• Exercise goal: Would you return every entry below without a single difference?

(Stored records)
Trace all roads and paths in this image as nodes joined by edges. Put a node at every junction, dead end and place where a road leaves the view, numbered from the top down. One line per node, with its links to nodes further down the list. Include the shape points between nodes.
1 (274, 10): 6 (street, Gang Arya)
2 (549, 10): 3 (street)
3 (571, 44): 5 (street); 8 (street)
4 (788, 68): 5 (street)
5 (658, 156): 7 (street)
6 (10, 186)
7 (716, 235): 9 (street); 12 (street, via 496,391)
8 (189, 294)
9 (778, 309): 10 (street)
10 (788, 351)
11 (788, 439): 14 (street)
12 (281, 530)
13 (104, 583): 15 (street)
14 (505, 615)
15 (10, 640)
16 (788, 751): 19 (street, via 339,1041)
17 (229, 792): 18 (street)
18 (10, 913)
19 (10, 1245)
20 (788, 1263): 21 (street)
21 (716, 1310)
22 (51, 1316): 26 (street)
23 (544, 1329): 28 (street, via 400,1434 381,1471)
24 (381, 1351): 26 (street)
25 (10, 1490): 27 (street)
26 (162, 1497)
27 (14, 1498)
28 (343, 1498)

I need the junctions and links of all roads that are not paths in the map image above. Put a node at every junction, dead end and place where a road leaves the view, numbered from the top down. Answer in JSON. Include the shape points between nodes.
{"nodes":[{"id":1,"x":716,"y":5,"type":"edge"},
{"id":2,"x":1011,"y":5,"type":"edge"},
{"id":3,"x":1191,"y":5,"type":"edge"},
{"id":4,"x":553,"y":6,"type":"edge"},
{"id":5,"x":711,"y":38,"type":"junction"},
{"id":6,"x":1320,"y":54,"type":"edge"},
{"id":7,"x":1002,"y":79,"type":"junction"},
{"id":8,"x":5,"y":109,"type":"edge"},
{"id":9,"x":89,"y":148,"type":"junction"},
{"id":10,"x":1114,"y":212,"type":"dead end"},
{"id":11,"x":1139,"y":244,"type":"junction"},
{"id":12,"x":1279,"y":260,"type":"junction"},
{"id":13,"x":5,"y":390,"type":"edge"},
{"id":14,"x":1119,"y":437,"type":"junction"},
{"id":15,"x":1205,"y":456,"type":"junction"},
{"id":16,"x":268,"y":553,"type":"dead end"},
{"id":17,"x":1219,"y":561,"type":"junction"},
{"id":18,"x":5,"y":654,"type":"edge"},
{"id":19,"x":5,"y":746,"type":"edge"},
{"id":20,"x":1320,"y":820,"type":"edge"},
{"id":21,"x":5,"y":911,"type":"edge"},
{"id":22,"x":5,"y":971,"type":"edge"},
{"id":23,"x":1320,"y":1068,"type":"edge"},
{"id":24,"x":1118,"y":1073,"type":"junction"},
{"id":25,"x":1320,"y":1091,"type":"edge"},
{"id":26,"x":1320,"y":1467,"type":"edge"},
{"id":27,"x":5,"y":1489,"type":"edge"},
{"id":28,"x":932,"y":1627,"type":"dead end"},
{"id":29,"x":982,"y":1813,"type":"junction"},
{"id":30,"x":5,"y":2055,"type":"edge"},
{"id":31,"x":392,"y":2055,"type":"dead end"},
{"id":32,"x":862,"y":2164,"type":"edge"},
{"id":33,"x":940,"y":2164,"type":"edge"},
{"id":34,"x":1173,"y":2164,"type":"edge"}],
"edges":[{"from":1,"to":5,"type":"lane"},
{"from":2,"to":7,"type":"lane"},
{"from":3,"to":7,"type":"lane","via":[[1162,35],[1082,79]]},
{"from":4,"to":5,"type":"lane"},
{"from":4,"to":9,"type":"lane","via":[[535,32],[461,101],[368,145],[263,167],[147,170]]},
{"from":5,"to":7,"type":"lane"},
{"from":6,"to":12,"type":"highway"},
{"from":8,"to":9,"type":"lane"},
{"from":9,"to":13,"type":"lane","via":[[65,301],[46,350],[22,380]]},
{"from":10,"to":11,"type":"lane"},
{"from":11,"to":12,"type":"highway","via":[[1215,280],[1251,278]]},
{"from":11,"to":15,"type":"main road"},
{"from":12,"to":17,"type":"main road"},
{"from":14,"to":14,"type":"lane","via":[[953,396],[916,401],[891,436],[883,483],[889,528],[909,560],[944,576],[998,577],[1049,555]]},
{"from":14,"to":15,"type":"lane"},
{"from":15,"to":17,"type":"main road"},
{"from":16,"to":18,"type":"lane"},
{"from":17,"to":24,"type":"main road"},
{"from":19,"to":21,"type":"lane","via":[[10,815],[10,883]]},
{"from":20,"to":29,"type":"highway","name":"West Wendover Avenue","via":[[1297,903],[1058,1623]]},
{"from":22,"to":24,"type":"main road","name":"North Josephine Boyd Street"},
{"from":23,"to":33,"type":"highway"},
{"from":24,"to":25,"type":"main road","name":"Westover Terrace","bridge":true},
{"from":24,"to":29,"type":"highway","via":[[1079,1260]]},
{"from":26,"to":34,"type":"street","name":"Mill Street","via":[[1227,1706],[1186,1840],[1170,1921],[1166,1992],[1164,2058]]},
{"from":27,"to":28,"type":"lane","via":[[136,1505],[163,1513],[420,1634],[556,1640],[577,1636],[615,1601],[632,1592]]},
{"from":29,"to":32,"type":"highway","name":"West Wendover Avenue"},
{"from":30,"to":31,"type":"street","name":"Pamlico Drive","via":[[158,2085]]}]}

• The completed task:
Trace all roads and paths in this image as nodes joined by edges. Put a node at every junction, dead end and place where a road leaves the view, numbered from the top down. One line per node, with its links to nodes further down the list. Include the shape points between nodes.
1 (274, 10): 6 (street, Gang Arya)
2 (549, 10): 3 (street)
3 (571, 44): 5 (street); 8 (street)
4 (788, 68): 5 (street)
5 (658, 156): 7 (street)
6 (10, 186)
7 (716, 235): 9 (street); 12 (street, via 496,391)
8 (189, 294)
9 (778, 309): 10 (street)
10 (788, 351)
11 (788, 439): 14 (street)
12 (281, 530)
13 (104, 583): 15 (street)
14 (505, 615)
15 (10, 640)
16 (788, 751): 19 (street, via 339,1041)
17 (229, 792): 18 (street)
18 (10, 913)
19 (10, 1245)
20 (788, 1263): 21 (street)
21 (716, 1310)
22 (51, 1316): 26 (street)
23 (544, 1329): 28 (street, via 400,1434 381,1471)
24 (381, 1351): 26 (street)
25 (10, 1490): 27 (street)
26 (162, 1497)
27 (14, 1498)
28 (343, 1498)

I need the junctions and links of all roads that are not paths in the map image above. Put a node at every junction, dead end and place where a road leaves the view, numbered from the top down. Answer in JSON. Include the shape points between nodes.
{"nodes":[{"id":1,"x":716,"y":5,"type":"edge"},
{"id":2,"x":1011,"y":5,"type":"edge"},
{"id":3,"x":1191,"y":5,"type":"edge"},
{"id":4,"x":553,"y":6,"type":"edge"},
{"id":5,"x":711,"y":38,"type":"junction"},
{"id":6,"x":1320,"y":54,"type":"edge"},
{"id":7,"x":1002,"y":79,"type":"junction"},
{"id":8,"x":5,"y":109,"type":"edge"},
{"id":9,"x":89,"y":148,"type":"junction"},
{"id":10,"x":1114,"y":212,"type":"dead end"},
{"id":11,"x":1139,"y":244,"type":"junction"},
{"id":12,"x":1279,"y":260,"type":"junction"},
{"id":13,"x":5,"y":390,"type":"edge"},
{"id":14,"x":1119,"y":437,"type":"junction"},
{"id":15,"x":1205,"y":456,"type":"junction"},
{"id":16,"x":268,"y":553,"type":"dead end"},
{"id":17,"x":1219,"y":561,"type":"junction"},
{"id":18,"x":5,"y":654,"type":"edge"},
{"id":19,"x":5,"y":746,"type":"edge"},
{"id":20,"x":1320,"y":820,"type":"edge"},
{"id":21,"x":5,"y":911,"type":"edge"},
{"id":22,"x":5,"y":971,"type":"edge"},
{"id":23,"x":1320,"y":1068,"type":"edge"},
{"id":24,"x":1118,"y":1073,"type":"junction"},
{"id":25,"x":1320,"y":1091,"type":"edge"},
{"id":26,"x":1320,"y":1467,"type":"edge"},
{"id":27,"x":5,"y":1489,"type":"edge"},
{"id":28,"x":932,"y":1627,"type":"dead end"},
{"id":29,"x":982,"y":1813,"type":"junction"},
{"id":30,"x":5,"y":2055,"type":"edge"},
{"id":31,"x":392,"y":2055,"type":"dead end"},
{"id":32,"x":862,"y":2164,"type":"edge"},
{"id":33,"x":940,"y":2164,"type":"edge"},
{"id":34,"x":1173,"y":2164,"type":"edge"}],
"edges":[{"from":1,"to":5,"type":"lane"},
{"from":2,"to":7,"type":"lane"},
{"from":3,"to":7,"type":"lane","via":[[1162,35],[1082,79]]},
{"from":4,"to":5,"type":"lane"},
{"from":4,"to":9,"type":"lane","via":[[535,32],[461,101],[368,145],[263,167],[147,170]]},
{"from":5,"to":7,"type":"lane"},
{"from":6,"to":12,"type":"highway"},
{"from":8,"to":9,"type":"lane"},
{"from":9,"to":13,"type":"lane","via":[[65,301],[46,350],[22,380]]},
{"from":10,"to":11,"type":"lane"},
{"from":11,"to":12,"type":"highway","via":[[1215,280],[1251,278]]},
{"from":11,"to":15,"type":"main road"},
{"from":12,"to":17,"type":"main road"},
{"from":14,"to":14,"type":"lane","via":[[953,396],[916,401],[891,436],[883,483],[889,528],[909,560],[944,576],[998,577],[1049,555]]},
{"from":14,"to":15,"type":"lane"},
{"from":15,"to":17,"type":"main road"},
{"from":16,"to":18,"type":"lane"},
{"from":17,"to":24,"type":"main road"},
{"from":19,"to":21,"type":"lane","via":[[10,815],[10,883]]},
{"from":20,"to":29,"type":"highway","name":"West Wendover Avenue","via":[[1297,903],[1058,1623]]},
{"from":22,"to":24,"type":"main road","name":"North Josephine Boyd Street"},
{"from":23,"to":33,"type":"highway"},
{"from":24,"to":25,"type":"main road","name":"Westover Terrace","bridge":true},
{"from":24,"to":29,"type":"highway","via":[[1079,1260]]},
{"from":26,"to":34,"type":"street","name":"Mill Street","via":[[1227,1706],[1186,1840],[1170,1921],[1166,1992],[1164,2058]]},
{"from":27,"to":28,"type":"lane","via":[[136,1505],[163,1513],[420,1634],[556,1640],[577,1636],[615,1601],[632,1592]]},
{"from":29,"to":32,"type":"highway","name":"West Wendover Avenue"},
{"from":30,"to":31,"type":"street","name":"Pamlico Drive","via":[[158,2085]]}]}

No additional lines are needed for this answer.